Да, я передавал адвокату Изенеггеру записки от друзей и родных Сергея. А от адвоката получал те записки, которые Сергей писал в тюрьме. Понимал ли я, что совершаю что-то противозаконное? Нет. Я никогда не считал, что нарушаю закон. Прежде всего потому, что эти записки – и в ту и в другую сторону – шли через адвоката. Кроме того, а вернее, в первую очередь, содержание записок было сугубо личным. Ни в одной из них речь не шла о делах. Я вынужден был знакомиться с содержанием того, что написано, ибо Ральф Изенеггер, хотя и говорит по-русски, читать не может. Я читал ему большинство посланий, чтобы адвокат мог быть уверенным: в записках нет ничего такого, что бы могло помешать следствию.
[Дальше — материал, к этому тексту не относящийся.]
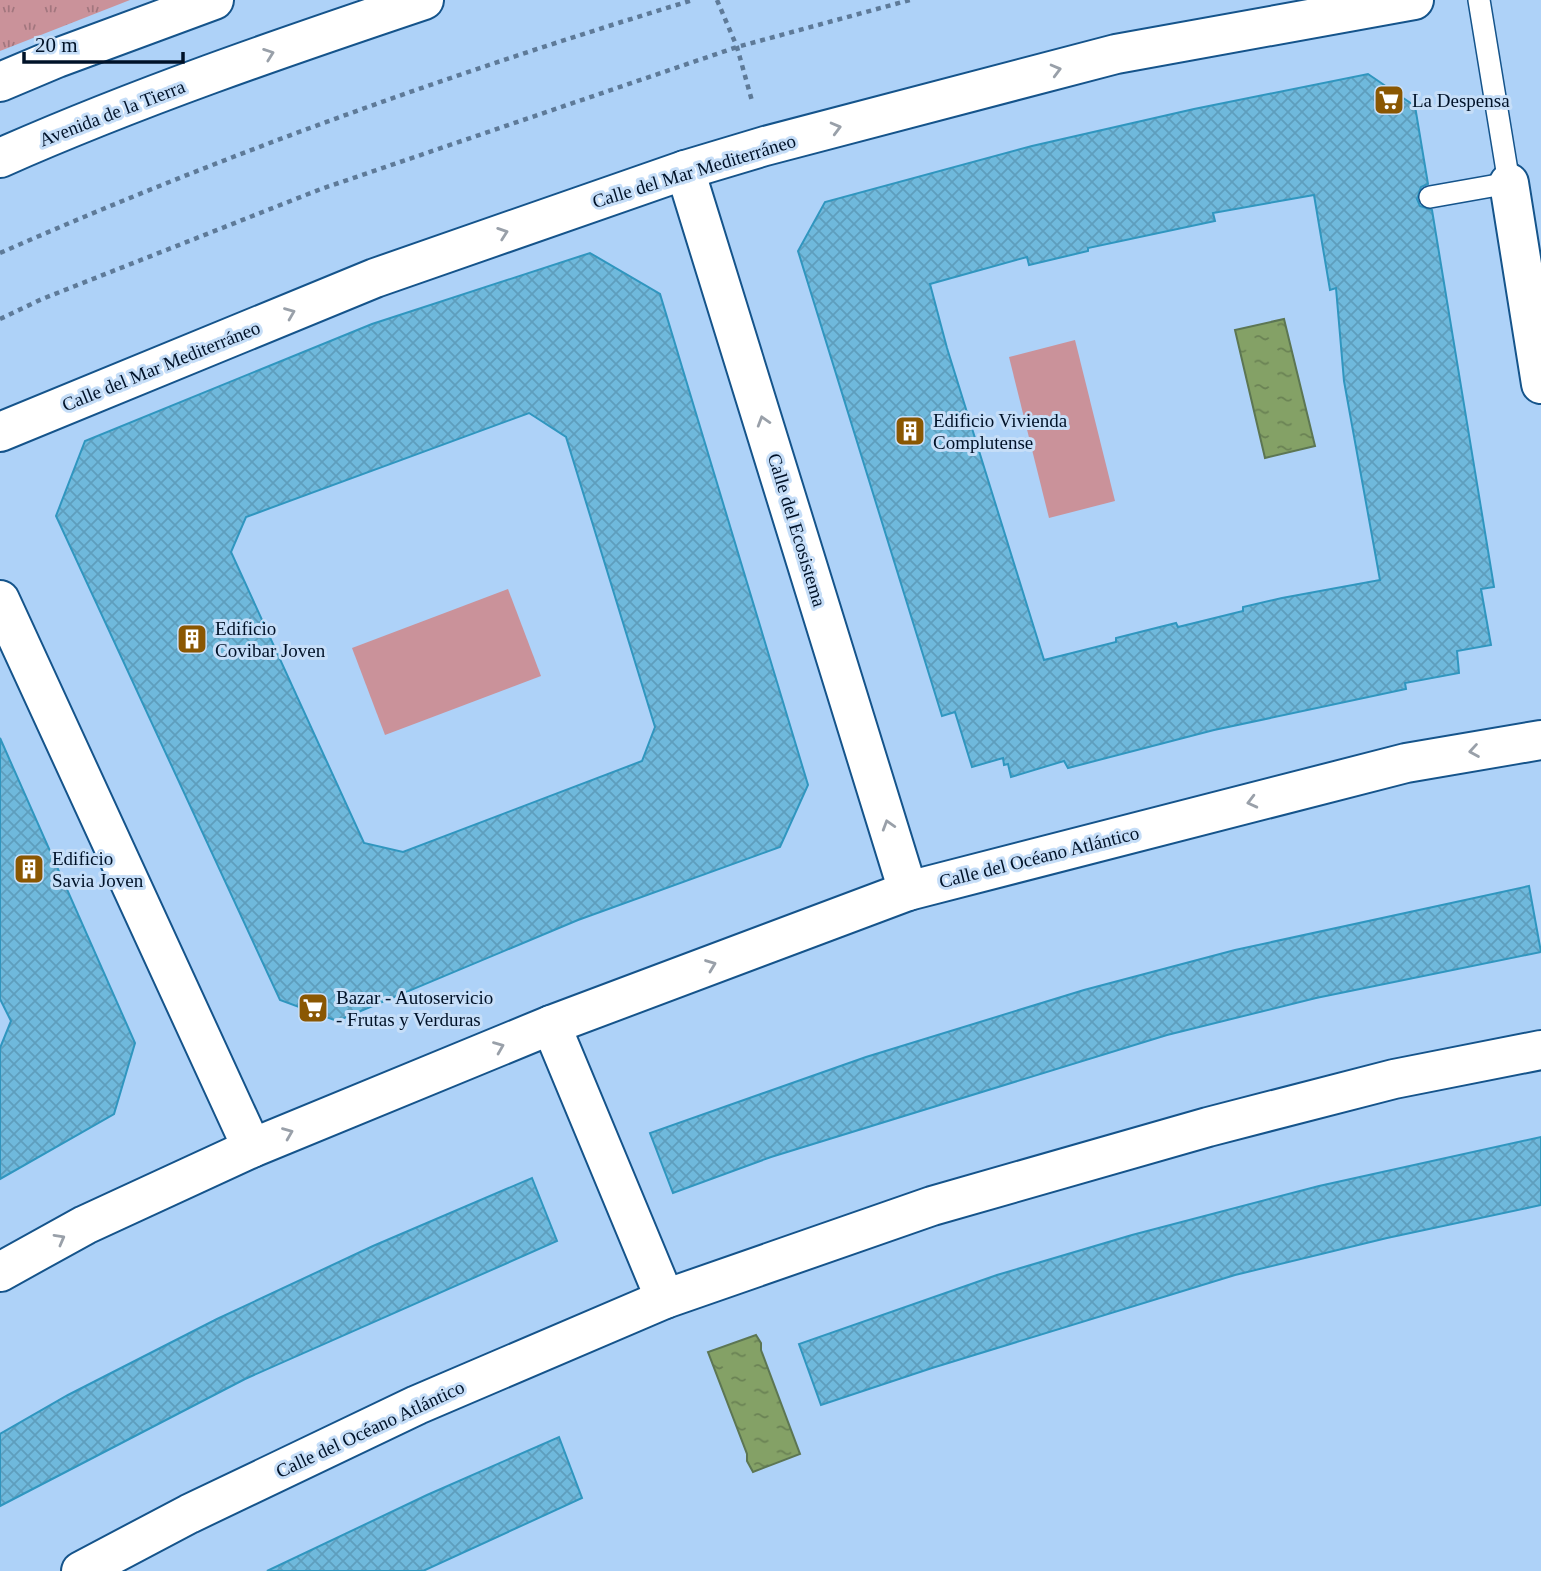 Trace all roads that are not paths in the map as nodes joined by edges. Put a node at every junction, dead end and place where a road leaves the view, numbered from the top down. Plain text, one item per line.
1 (214, 0) edge
2 (424, 0) edge
3 (1414, 0) edge
4 (1479, 0) edge
5 (0, 82) edge
6 (0, 158) edge
7 (685, 170) junction
8 (1509, 183) junction
9 (1430, 197) dead end
10 (1541, 384) edge
11 (0, 432) edge
12 (0, 600) edge
13 (1541, 740) edge
14 (908, 891) junction
15 (551, 1025) junction
16 (1541, 1050) edge
17 (252, 1148) junction
18 (0, 1272) edge
19 (665, 1299) junction
20 (81, 1571) edge

1 - 5 street
6 -> 2 street, Avenida de la Tierra
7 -> 3 street, Calle del Mar Mediterráneo
4 - 8 lane
11 -> 7 street, Calle del Mar Mediterráneo
14 -> 7 street, Calle del Ecosistema
8 - 9 lane
8 - 10 street
12 - 17 street
13 -> 14 street, Calle del Océano Atlántico
15 -> 14 street, Calle del Océano Atlántico
17 -> 15 street, Calle del Océano Atlántico
15 - 19 street
16 - 19 street, Calle del Océano Atlántico
18 -> 17 street, Calle del Océano Atlántico
19 - 20 street, Calle del Océano Atlántico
В марте 1998 года Антон Кандов, которого друзья в шутку частенько величали "кавказским пленником", был арестован в гостинице "Долев" и отправлен в тюрьму Шан-Долон.
В середине марта в Женеву приехала жена Михайлова Людмила, которой предоставили очередное свидание с мужем. Деньги за аренду дома в Борексе были заплачены за много месяцев вперед, поэтому Антон, встретив Людмилу в аэропорту Куантрэн, отвез ее туда. На следующий день они поехали в Шан-Долон, Антон, как и во время прежних свиданий Людмилы с мужем, остался ждать ее в машине у ворот. Потом они отправились снова в Борекс, Людмила немного отдохнула, и они, сев в машину, собирались ехать в Женеву.
– Антон, за нами следят, – произнесла Людмила, едва они тронулись.
– С чего ты взяла? – удивился Кандов.
– В конце нашей улицы стояла машина. Я сначала не обратила на нее внимания, а сейчас посмотрела назад и увидела, как из этой машины вышел мужчина. Я его узнала, это один из тех полицейских, который арестовывал Сергея в аэропорту, а потом приходил к нам в дом с обыском.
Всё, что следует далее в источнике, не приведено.